The Sandy-Bridge runs stable at 4.8 GHz, but then it gets very hot (about 90C), so I usually run it at 4.4 GHz, at this speed the core temperature stays below 70C.

For chess the performance of Nehalem and Sandy-Bridge is about the same, at least for my program this is the case, for others I don't know.

I bought an Ivy-Bridge, just because I was curious about what it could do. It was a very big disappointment. It runs very hot because of it's shitty heatspreader design, and performance wise it is not any better then a 2700K. So I'll stick with Sandy-Bridge for a while.

I,m thinking about building a small cluster with 2700K nodes, maybe 4 nodes (16 cores) to start with, and I can always add the two 6 core boxes for a total of 28 cores.

diep · Post by **diep** » Sat Sep 22, 2012 10:41 am

Joost Buijs wrote:
diep wrote:What sort of cooling do you use Joost?

Over here i'm aircooling under which 100 CFM fans for the clusternodes, and heatsinks with heatpipes, yet no liquid/water cooling.

What frequency do you run them on at tournaments?
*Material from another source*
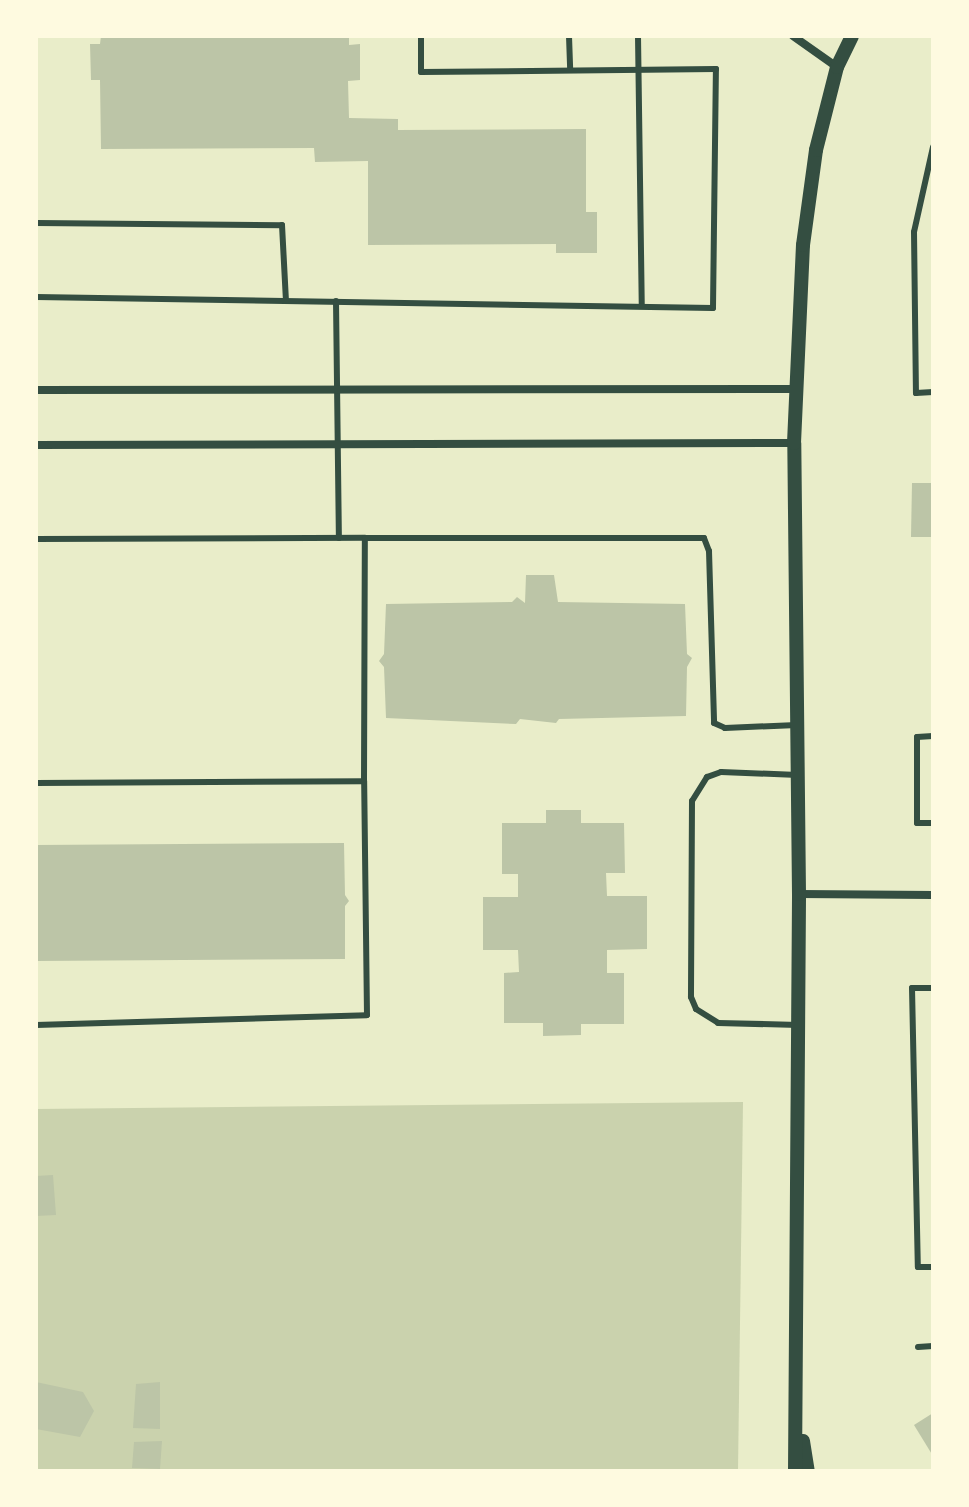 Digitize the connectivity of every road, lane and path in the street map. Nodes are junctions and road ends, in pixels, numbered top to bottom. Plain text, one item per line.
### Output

It seems though ivy bridge cpu's are less consistent in possibility to overclock than sandy bridge, unless you manage to get a good chip and modify the cpu's heatspreader. That would make overclocking ivy bridge a lot more complicated. Any experience there?
Hi Vincent,

Over here I'm also using aircooling, the use of watercooling is not worthwhile IMHO. I use big aircoolers like Noctua NH-D14 and Thermalright Silver Arrow.

The Nehalem runs stable at 4.0 GHz without overvoltage.
The Sandy-Bridge runs stable at 4.8 GHz, but then it gets very hot (about 90C), so I usually run it at 4.4 GHz, at this speed the core temperature stays below 70C.

the SB is an i7- 3960x ?

For chess the performance of Nehalem and Sandy-Bridge is about the same, at least for my program this is the case, for others I don't know.

I bought an Ivy-Bridge, just because I was curious about what it could do. It was a very big disappointment. It runs very hot because of it's shitty heatspreader design, and performance wise it is not any better then a 2700K. So I'll stick with Sandy-Bridge for a while.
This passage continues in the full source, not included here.